**Task prompt:**
Find the lines in the records below that contain "Saladilla", and report each of them.

**Supplied data:**
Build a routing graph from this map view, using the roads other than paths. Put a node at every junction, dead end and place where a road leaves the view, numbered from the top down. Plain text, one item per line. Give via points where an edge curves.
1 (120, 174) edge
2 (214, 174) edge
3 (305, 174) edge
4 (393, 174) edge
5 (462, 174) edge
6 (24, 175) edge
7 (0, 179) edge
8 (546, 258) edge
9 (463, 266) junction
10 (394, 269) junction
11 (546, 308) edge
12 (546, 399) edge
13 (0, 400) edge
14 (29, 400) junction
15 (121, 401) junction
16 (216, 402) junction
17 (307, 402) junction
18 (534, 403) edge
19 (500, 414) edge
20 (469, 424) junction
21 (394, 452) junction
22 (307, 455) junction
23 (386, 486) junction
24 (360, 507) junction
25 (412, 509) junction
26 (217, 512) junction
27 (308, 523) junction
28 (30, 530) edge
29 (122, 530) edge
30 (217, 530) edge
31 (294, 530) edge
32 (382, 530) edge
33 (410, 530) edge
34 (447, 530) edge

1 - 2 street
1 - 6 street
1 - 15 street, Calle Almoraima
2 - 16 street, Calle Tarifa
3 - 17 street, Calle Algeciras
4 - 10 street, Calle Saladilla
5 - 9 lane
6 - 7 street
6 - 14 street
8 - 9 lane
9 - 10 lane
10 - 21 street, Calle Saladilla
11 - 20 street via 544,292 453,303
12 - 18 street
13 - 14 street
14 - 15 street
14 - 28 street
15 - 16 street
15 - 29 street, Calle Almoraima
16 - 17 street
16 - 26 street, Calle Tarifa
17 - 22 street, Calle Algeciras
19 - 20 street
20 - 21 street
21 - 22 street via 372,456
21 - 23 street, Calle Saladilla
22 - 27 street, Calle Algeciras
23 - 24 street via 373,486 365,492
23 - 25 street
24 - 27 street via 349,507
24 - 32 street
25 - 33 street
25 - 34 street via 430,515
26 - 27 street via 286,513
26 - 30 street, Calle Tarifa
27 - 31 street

**Solution below:**
4 - 10 street, Calle Saladilla
10 - 21 street, Calle Saladilla
21 - 23 street, Calle Saladilla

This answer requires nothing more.